My spirit animal Is a grumpy llama Who slaps annoying people Shirt
Llama, (Lama glama), South American member of the camel family, Camelidae (order Artiodactyla), closely related to the alpaca, guanaco, and vicuña, which are known collectively as lamoids. Unlike camels, lamoids do not have the characteristic camel humps; they are slender-bodied animals and have long legs and necks, short tails, small heads, and large, pointed ears. Gregarious animals, they graze on grass and other plants. When annoyed, they spit. Lamoids are able to interbreed and to produce fertile offspring.Where can you find a capybara? How many cervical vertebrae do giraffes have? Test your knowledge of mammals by taking this quiz.Most herds of llamas are maintained by the Indians of Bolivia, Peru, Ecuador, Chile, and Argentina. The llama is primarily a pack animal but is also used as a source of food, wool, hides, tallow for candles, and dried dung for fuel. The largest of the lamoids, it averages 120 cm (47 inches) at the shoulder. A 113-kilogram (250-pound) llama can carry a load of 45–60 kg and average 25 to 30 km (15 to 20 miles) travel a day. The llama’s high thirst tolerance, endurance, and ability to subsist on a wide variety of forage makes it an important transport animal on the bleak Andean plateaus and mountains. The llama is a gentle animal, but, when overloaded or maltreated, it will lie down, hiss, spit and kick, and refuse to move. Llamas breed in the (Southern Hemispheric) late summer and fall, from November to May. The gestation period lasts about 11 months, and the female gives birth to one young. Although usually white, the llama may be solid black or brown, or it may be white with black or brown markings.

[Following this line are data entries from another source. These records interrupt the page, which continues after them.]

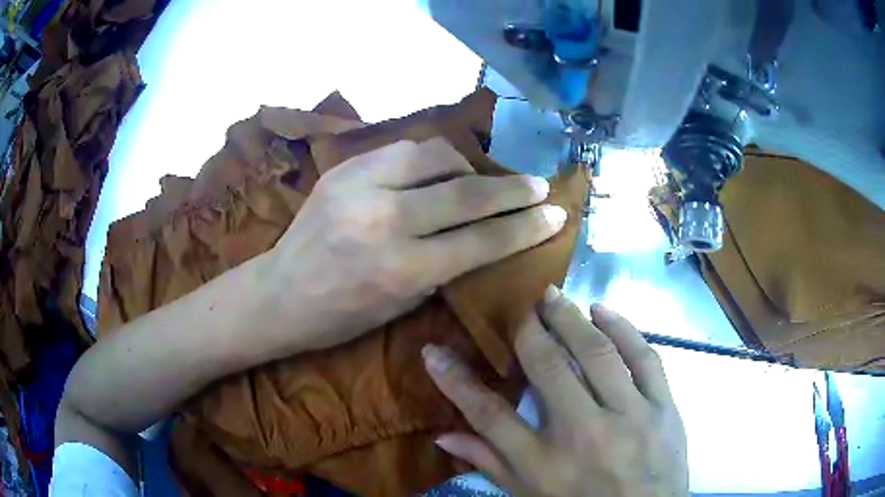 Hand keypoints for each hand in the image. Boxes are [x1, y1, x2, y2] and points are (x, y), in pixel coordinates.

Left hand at [270, 138, 566, 350]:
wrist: (279, 294)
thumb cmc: (341, 317)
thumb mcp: (402, 305)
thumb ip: (445, 266)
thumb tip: (484, 233)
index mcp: (400, 270)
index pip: (482, 240)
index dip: (526, 228)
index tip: (556, 214)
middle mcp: (383, 221)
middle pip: (466, 192)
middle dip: (513, 189)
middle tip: (539, 186)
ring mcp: (359, 187)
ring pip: (435, 156)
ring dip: (469, 165)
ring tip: (480, 178)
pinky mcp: (344, 169)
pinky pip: (402, 149)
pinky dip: (430, 158)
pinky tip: (438, 170)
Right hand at [423, 286, 688, 496]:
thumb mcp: (530, 495)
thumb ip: (490, 464)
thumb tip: (443, 436)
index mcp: (544, 463)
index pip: (489, 415)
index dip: (456, 380)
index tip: (434, 351)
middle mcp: (584, 435)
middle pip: (547, 369)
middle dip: (527, 331)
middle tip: (521, 306)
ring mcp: (630, 417)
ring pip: (597, 354)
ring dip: (571, 319)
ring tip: (554, 297)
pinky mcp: (663, 407)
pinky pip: (644, 357)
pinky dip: (623, 328)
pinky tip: (602, 311) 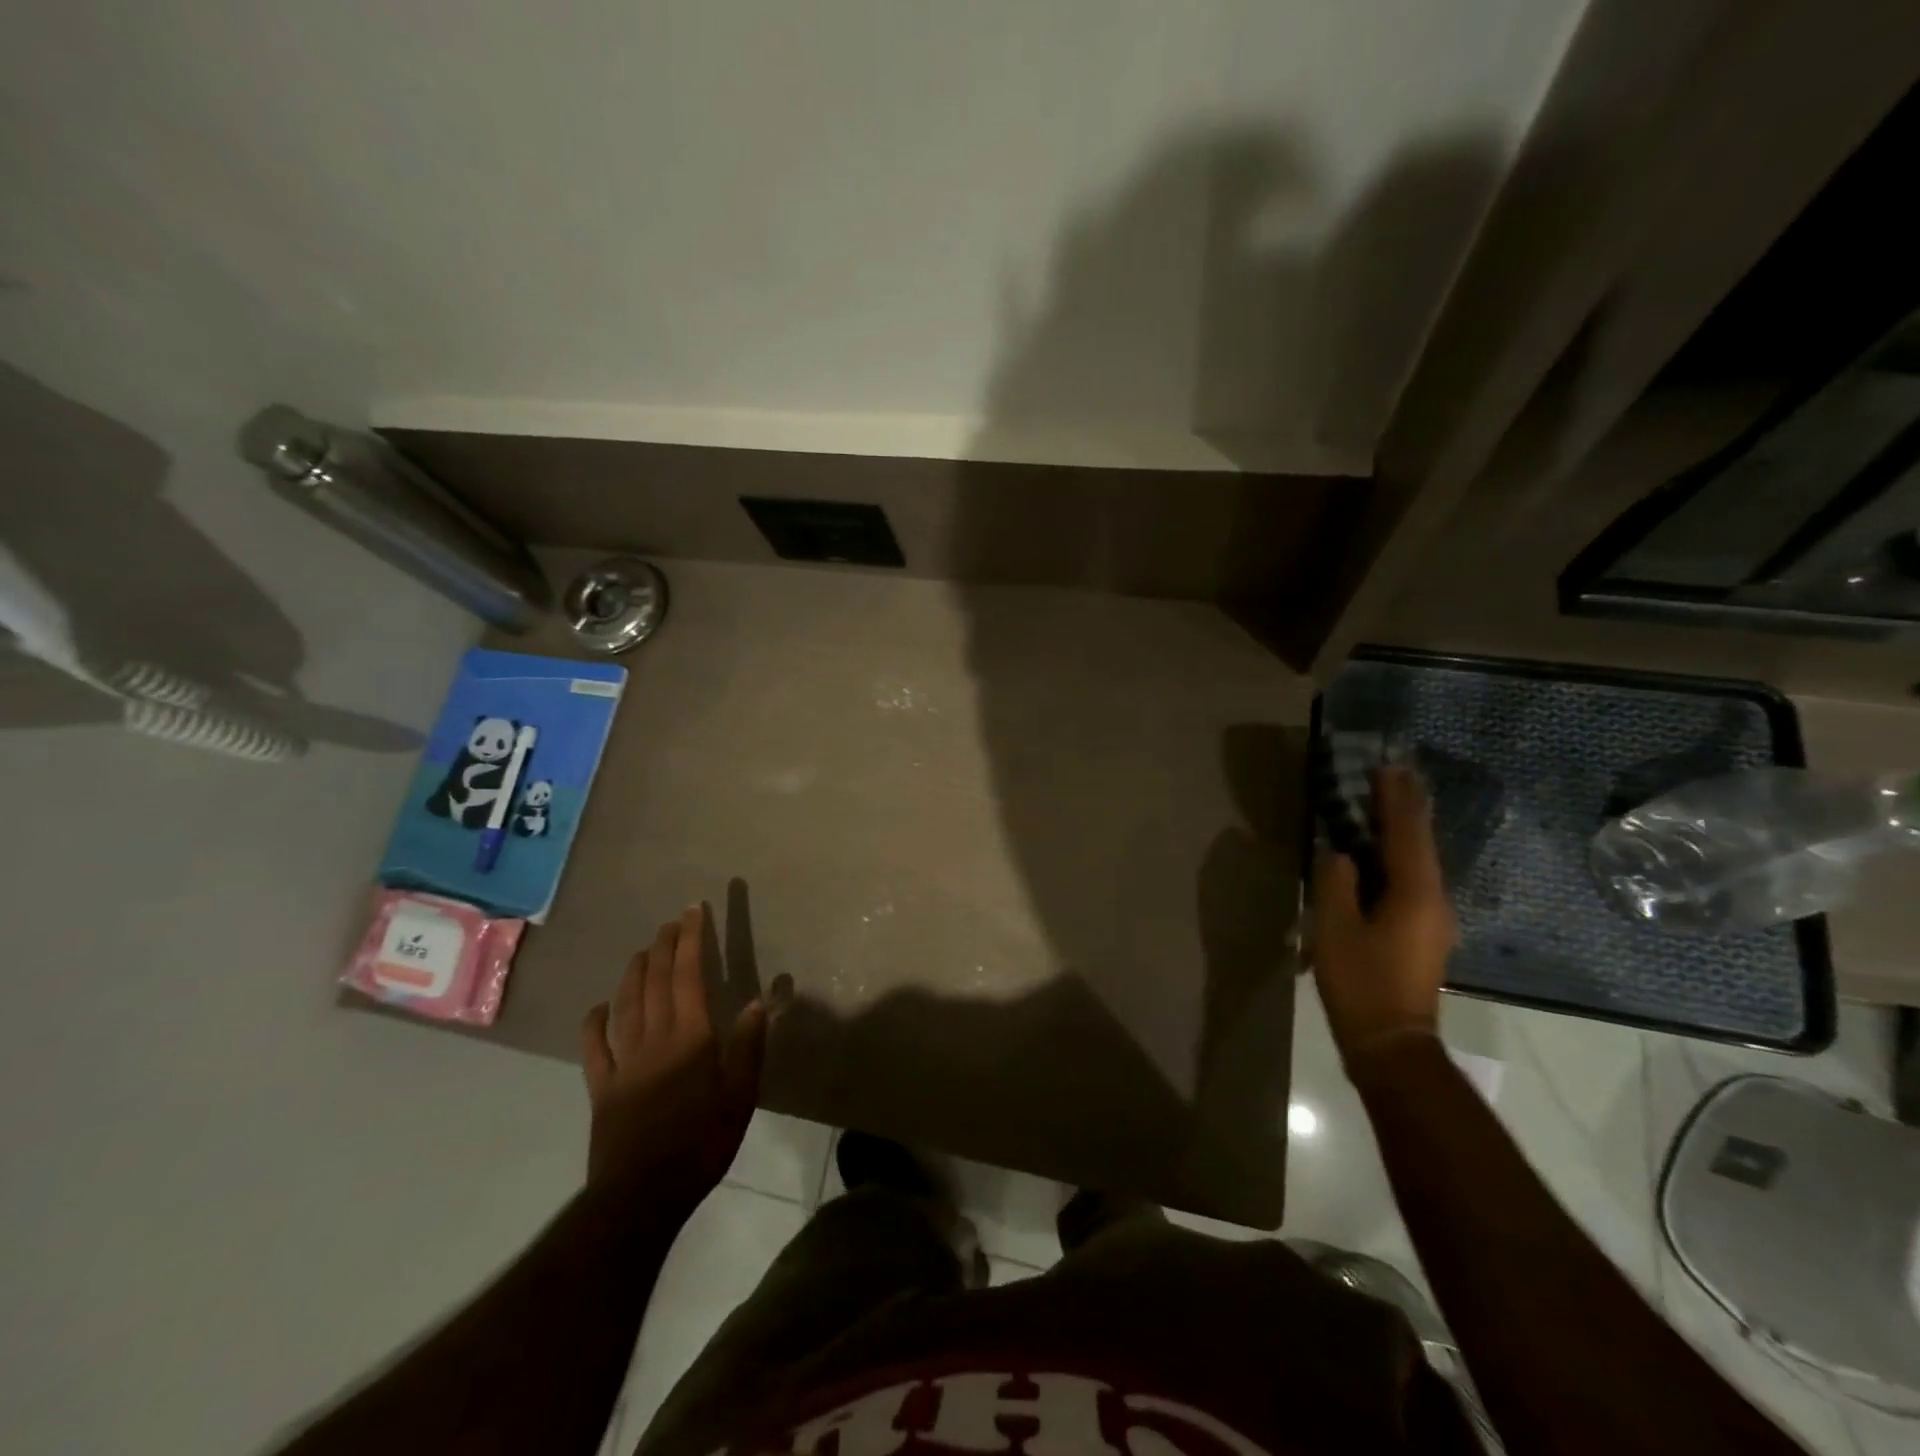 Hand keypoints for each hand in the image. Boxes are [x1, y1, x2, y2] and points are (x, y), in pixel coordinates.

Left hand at [580, 903, 766, 1211]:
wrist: (643, 1194)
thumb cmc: (702, 1142)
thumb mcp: (741, 1095)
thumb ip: (748, 1045)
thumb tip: (757, 1000)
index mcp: (690, 1037)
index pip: (690, 975)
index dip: (692, 940)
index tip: (694, 911)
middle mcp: (654, 1039)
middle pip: (657, 982)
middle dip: (665, 947)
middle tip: (672, 922)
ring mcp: (623, 1062)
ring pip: (626, 1005)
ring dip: (634, 973)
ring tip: (643, 951)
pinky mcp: (602, 1087)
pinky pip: (594, 1048)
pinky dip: (595, 1022)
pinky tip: (599, 1007)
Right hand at [1311, 766, 1457, 1063]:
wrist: (1391, 1042)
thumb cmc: (1359, 981)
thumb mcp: (1335, 928)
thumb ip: (1336, 882)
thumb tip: (1341, 855)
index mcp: (1415, 893)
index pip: (1405, 833)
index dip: (1395, 799)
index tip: (1389, 767)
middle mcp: (1434, 899)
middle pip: (1420, 843)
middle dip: (1407, 808)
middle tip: (1395, 775)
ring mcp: (1433, 918)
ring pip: (1418, 862)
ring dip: (1403, 831)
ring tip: (1387, 804)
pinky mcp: (1424, 933)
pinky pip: (1413, 880)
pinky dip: (1399, 856)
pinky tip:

My spirit animal Is a grumpy llama Who slaps annoying people Shirt
Sacsahuamán, Peru: llamaLlamas are normally sheared every two years, each yielding about 3–3.5 kg of fibre. Llama fleece consists of the coarse guard hairs of the protective outer coat (about 20 percent) and the short, crimped (wavy) fibre of the insulating undercoat. The coarse fleece is inferior to the wool of the alpaca. The hair’s colour is usually variegated, generally in shades of brown, although there are some pure blacks and whites. Cleaning reduces the final yield of fleece to about 66–84 percent of the original weight. Individual locks of hair appear wavy; the fairly downy fibres have about two to four crimps per centimetre, but the coarse hairs are fairly straight. The hair’s length ranges from 8 to 25 cm, the coarse hairs being longest. The difference in diameter between the guard hairs and the downy fibre is not so great as it is in cashmere. Diameter ranges from about 10 to 150 micrometres (a micrometre is about 0.00004 inch) with undercoat fibre usually from 10 to 20 micrometres.